More specifically, monthly rental fees for routers, which some ISPs never provide in the first place. Further, those ISPs will charge you this fee even if you’re using a router of your own that’s fully supported by the company.
US regulators are tackling this issue by banning the fees entirely in either of the situations mentioned above. If your ISP never provided you with a router, or you returned the router they did give you, added rental fees will be illegal. If you have a router of your own and don’t need or want a device from your ISP, they can’t charge you.
This is a subtle but significant win for consumers. As Ars Technica has reported, ISP Frontier Communications has been known to charge its customers a $10/month “lease fee” for the privilege of using an often non-existent router.
When pressed on the matter by Ars, Frontier said it charges this fee because third-party routers lead to “more difficulty” with troubleshooting, and other customer-service related issues. Of course, as the outlet notes, Frontier won’t provide support for third-party routers in the first place, so those who use such devices are left in a bit of an impossible situation.
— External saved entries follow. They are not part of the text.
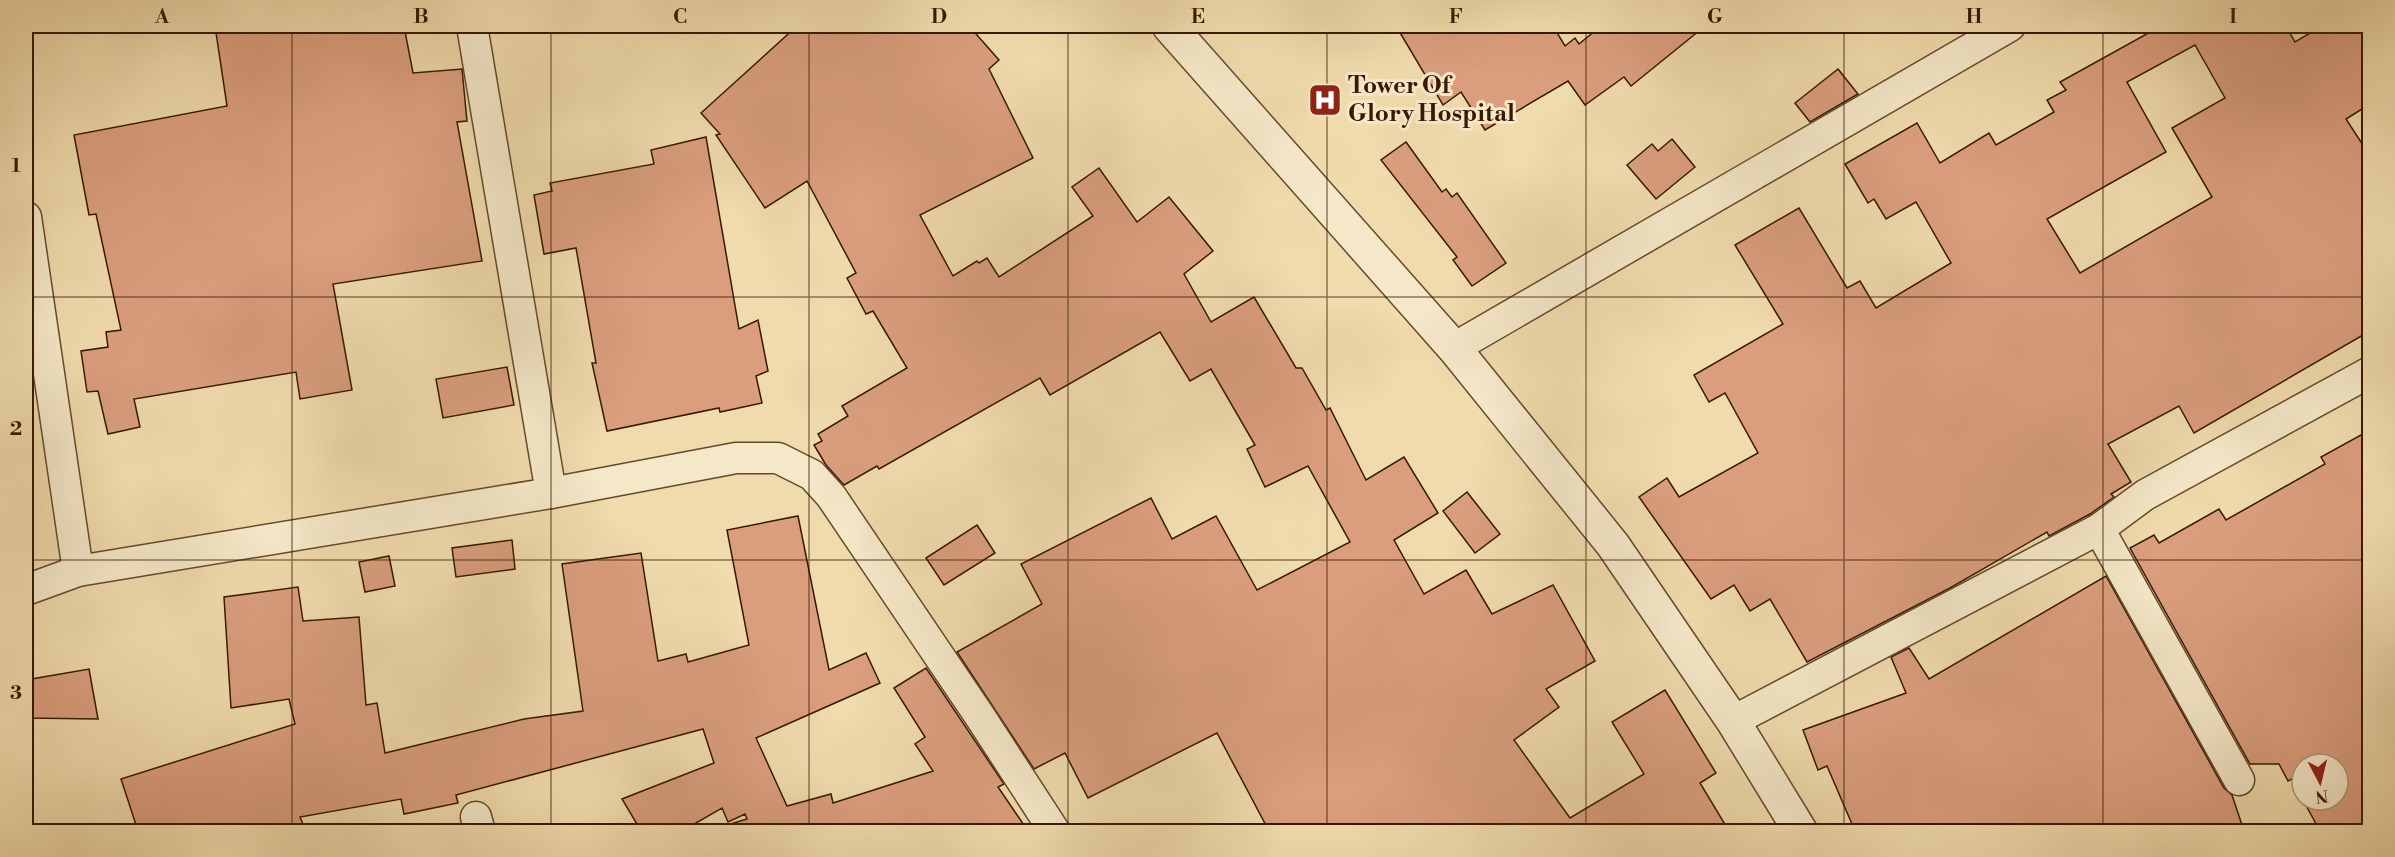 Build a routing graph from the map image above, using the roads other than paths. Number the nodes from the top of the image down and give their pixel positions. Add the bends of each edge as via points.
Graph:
1 (472, 26) edge
2 (1169, 26) edge
3 (2010, 26) edge
4 (26, 217) edge
5 (1454, 348) junction
6 (2370, 372) edge
7 (551, 493) junction
8 (2099, 529) junction
9 (78, 571) junction
10 (26, 590) edge
11 (1732, 721) junction
12 (2239, 780) dead end
13 (1055, 831) edge
14 (1801, 831) edge

1 - 7 street
2 - 5 street
3 - 5 street
4 - 9 street
5 - 11 street via 1613,545
6 - 8 street via 2145,495
7 - 9 street
7 - 13 street via 736,458 778,458 812,475 831,496
8 - 11 street
8 - 12 street
9 - 10 street
11 - 14 street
At any rate, Frontier’s transgressions have been well-documented by now, and they’re not the focus of today’s article. The bill that will block unfair router fees in the future can be read in its entirety right here. Since it’s quite long, we’ve quoted one of the most relevant portions below:
A provider of a covered service or fixed broadband internet access service may not charge a consumer for—
“(1) using covered equipment provided by the consumer; or
“(2) renting, leasing, or otherwise providing to the consumer covered equipment if—
“(A) the provider has not provided the equipment to the consumer; or
“(B) the consumer has returned the equipment to the provider, except to the extent that the charge relates to the period beginning on the date when the provider provided the equipment to the consumer and ending on the date when the consumer returned the equipment to the provider.
This new set of consumer protections is expected to take effect about six months from now. However, the law gives the Federal Communications Commission the power to push the effective date back by another six months if there’s “good cause” for doing so. We’re not entirely sure what such a cause would look like, but ISPs will probably come up with something.